Re: Grave Of The Fireflies...Wow
Good review Ernest, but I think you're confusing Plague Dogs the book with Plague Dogs the movie. The book demonized the doctors to the point of making them unrealistic, but the movie did not do the same thing. Michael Rosen has said that the film was not intended as an anti-vivisection piece, but an adventure story. I feel it's neither, it's more of docudrama about what would happen if two dogs did escape a research lab. It doesn't show anything that couldn't really have happened to the animals, and even eliminates the happy ending. It doesn't have the book's overlong scenes of an ex-Nazi doctor delighting in torturing little animals, and it doesn't have a reporter who tells lies in his newspaper articles to make things even worse for the dogs. In the film the humans are all portrayed as average people. Any anti-vivisection message that comes out is a result of the viewer being confronted with the film's honesty, but the it doesn't promote any particular viewpoint. The Plague Dogs doesn't attempt to change the way you think about vivisection, it tries to make you think about it and come to your own conclusions. It is a propaganda film, but it promotes thinking about world issues such as vivisection, it doesn't promote disapproving of them.
You also seem to be using the term propaganda like it's a negative thing. I don't think that's true, virtually anything that tries to be more than just mere entertainment is propaganda. Propaganda is the promotion of a message, and I think that can be a good thing. In "Comic Book Confidential" Sue Cole says that her comics have been critiqued as propaganda. She responds by saying that she does not consider this criticism and that "when bad propaganda is spread, it must be fought with good propaganda.
To get back to Grave of the Fireflies, it may not be an anti-war propaganda film but it is nonetheless a propaganda film. It tries to show that pride can be destructive.

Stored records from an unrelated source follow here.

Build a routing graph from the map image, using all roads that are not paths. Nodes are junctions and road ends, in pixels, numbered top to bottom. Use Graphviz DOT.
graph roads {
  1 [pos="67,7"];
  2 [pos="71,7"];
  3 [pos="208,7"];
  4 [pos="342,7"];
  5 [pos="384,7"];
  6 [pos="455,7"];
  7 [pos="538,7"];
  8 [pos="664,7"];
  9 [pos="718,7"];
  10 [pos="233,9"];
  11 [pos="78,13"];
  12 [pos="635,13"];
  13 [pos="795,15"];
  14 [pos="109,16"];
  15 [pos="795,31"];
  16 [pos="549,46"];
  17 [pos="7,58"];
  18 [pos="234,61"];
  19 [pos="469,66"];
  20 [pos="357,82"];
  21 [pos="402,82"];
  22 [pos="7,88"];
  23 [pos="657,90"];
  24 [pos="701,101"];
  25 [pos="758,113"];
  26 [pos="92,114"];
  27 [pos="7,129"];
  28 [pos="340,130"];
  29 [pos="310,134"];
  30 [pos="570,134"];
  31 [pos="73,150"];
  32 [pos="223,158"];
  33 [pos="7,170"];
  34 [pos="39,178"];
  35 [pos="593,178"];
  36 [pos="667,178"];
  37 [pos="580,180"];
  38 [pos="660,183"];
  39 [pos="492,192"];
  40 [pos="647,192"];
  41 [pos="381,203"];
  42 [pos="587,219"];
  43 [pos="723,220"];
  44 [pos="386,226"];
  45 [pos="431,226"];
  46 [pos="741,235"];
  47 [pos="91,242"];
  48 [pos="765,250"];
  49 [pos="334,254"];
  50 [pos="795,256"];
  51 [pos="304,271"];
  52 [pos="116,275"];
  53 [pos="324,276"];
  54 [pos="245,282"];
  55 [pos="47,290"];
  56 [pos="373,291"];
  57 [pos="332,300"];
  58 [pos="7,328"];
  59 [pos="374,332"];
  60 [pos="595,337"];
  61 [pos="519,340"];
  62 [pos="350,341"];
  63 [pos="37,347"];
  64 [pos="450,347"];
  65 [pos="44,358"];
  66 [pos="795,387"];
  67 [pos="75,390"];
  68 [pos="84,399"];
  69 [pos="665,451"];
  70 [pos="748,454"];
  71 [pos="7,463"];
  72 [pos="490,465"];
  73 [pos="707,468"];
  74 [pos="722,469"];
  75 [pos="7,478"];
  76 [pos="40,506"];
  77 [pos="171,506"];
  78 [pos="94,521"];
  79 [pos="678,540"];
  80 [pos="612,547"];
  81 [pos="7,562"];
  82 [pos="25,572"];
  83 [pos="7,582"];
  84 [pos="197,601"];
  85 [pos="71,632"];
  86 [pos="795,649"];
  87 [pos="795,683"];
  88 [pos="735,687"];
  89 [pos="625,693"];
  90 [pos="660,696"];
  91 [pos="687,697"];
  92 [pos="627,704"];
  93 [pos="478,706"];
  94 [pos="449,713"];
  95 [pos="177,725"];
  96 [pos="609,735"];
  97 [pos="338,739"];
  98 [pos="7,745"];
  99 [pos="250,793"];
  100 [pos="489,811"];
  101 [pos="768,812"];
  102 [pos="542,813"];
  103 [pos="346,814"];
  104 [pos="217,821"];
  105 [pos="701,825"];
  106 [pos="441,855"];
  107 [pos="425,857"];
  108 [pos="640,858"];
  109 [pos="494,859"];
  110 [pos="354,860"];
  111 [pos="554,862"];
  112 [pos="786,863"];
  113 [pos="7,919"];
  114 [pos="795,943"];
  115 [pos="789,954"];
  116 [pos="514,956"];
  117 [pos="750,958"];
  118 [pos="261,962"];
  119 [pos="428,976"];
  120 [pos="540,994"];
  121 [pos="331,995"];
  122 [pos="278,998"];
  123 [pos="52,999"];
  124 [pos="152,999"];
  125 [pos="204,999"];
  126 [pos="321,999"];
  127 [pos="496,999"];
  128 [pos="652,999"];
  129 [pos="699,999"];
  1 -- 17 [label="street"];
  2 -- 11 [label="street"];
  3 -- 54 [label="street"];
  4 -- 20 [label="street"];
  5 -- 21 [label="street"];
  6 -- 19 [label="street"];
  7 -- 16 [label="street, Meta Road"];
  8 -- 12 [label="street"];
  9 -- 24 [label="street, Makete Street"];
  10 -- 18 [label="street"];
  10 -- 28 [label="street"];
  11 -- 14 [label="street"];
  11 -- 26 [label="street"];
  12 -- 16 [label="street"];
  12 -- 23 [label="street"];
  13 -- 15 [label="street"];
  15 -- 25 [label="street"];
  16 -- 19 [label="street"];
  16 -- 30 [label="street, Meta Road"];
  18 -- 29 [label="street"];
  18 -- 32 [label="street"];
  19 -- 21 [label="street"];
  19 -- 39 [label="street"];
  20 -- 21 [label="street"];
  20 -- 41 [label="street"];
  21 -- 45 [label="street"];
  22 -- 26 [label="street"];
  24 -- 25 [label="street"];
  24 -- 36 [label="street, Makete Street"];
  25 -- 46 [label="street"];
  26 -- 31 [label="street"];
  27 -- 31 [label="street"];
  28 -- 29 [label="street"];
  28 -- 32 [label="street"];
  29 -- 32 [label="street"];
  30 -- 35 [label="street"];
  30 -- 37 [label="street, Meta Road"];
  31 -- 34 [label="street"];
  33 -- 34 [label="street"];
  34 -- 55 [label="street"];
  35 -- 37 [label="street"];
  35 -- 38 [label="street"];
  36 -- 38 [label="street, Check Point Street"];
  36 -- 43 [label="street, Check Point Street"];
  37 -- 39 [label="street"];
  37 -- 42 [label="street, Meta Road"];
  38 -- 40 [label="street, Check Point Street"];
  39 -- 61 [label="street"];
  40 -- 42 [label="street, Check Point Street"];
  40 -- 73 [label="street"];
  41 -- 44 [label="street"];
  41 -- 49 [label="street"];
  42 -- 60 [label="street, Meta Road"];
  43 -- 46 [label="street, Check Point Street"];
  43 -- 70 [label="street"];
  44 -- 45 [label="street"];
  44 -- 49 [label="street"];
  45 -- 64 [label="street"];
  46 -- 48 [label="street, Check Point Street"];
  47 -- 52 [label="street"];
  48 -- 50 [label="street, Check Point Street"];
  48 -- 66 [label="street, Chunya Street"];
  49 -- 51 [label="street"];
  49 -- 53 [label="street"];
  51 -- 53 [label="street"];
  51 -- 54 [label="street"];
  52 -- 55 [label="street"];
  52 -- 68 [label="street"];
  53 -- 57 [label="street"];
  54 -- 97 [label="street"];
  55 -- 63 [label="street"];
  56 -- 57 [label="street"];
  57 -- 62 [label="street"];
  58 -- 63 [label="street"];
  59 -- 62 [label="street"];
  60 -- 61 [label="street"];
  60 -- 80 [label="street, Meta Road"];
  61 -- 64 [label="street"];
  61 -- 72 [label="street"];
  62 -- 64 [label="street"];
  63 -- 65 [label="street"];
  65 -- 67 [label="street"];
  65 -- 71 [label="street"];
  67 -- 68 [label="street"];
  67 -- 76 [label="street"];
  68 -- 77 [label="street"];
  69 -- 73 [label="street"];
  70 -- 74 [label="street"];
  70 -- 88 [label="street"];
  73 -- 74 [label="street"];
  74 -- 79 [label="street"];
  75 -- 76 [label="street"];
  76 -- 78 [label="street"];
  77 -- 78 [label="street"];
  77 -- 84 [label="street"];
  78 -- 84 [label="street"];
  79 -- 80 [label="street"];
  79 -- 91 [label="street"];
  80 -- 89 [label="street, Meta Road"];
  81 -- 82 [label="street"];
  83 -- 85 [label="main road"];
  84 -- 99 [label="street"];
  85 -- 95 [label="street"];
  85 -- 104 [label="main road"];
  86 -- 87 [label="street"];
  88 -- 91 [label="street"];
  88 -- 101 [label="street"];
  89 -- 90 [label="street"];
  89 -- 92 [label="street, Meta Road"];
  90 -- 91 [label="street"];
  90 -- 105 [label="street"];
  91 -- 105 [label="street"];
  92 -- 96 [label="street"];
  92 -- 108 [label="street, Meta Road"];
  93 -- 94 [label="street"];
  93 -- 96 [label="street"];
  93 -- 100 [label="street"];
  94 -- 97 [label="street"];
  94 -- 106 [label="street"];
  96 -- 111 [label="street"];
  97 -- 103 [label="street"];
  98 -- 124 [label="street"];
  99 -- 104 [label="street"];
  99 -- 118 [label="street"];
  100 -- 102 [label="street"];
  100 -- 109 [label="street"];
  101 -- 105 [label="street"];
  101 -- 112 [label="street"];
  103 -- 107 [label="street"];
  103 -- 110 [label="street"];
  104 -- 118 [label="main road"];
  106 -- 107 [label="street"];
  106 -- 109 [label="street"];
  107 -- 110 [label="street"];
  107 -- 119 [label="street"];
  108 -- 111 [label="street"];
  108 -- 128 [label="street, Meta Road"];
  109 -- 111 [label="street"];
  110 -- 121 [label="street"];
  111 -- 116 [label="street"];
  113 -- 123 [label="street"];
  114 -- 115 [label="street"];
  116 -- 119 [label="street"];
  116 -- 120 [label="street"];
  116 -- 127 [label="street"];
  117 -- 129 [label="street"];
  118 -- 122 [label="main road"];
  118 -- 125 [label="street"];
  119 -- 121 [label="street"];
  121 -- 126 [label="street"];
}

If the children had just done what they were told and pulled their own weight they would have lived. But no, they had to remain stubborn to the bitter end and they died for it. They had countless opportunities to go back to live with their aunt, but they were too proud to do so. The boy would rather watch his sister die than admit he was wrong.

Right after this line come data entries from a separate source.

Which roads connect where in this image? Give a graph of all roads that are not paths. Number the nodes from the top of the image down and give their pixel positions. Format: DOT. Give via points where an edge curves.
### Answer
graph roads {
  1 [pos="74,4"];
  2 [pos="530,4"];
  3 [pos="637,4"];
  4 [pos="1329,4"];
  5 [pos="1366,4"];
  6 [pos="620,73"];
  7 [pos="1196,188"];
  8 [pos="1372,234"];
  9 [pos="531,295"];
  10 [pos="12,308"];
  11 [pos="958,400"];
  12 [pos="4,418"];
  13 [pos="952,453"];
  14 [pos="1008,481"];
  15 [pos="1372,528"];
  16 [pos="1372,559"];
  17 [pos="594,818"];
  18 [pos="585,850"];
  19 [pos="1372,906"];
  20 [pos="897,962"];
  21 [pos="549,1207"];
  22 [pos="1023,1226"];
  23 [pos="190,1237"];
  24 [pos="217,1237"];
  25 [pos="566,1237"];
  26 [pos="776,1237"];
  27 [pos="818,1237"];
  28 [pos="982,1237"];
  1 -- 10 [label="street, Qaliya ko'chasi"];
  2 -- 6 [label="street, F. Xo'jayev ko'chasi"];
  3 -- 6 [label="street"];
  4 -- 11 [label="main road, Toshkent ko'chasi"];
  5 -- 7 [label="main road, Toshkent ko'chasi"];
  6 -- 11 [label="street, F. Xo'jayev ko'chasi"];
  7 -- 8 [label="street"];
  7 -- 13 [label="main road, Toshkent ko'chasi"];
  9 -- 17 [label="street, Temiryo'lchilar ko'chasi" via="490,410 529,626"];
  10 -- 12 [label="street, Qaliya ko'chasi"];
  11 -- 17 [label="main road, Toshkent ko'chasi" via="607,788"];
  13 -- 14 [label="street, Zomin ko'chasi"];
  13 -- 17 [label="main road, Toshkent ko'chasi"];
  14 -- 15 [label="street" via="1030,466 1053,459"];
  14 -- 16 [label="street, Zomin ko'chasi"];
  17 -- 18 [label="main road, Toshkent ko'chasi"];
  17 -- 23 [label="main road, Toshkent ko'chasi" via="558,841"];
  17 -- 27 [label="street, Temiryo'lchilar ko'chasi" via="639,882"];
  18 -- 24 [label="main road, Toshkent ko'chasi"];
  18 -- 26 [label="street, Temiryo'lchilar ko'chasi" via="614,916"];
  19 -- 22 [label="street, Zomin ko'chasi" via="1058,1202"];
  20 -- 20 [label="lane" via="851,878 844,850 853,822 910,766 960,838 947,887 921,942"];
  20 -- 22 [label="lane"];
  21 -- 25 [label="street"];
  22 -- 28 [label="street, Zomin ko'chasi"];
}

If Grave of the Fireflies is not propaganda, then it's just cheap entertainment. If it has no message, than it manipulates the viewer's emotions for no purpose, and I think that's wrong. Films like the Plague Dogs, Grave of the Fireflies and When the Wind Blows don't just make us cry, they teach us. And in the end, that's what makes them great films. If you want to cry, you can just stub your toe or something. If you want to learn, you can watch a propaganda film.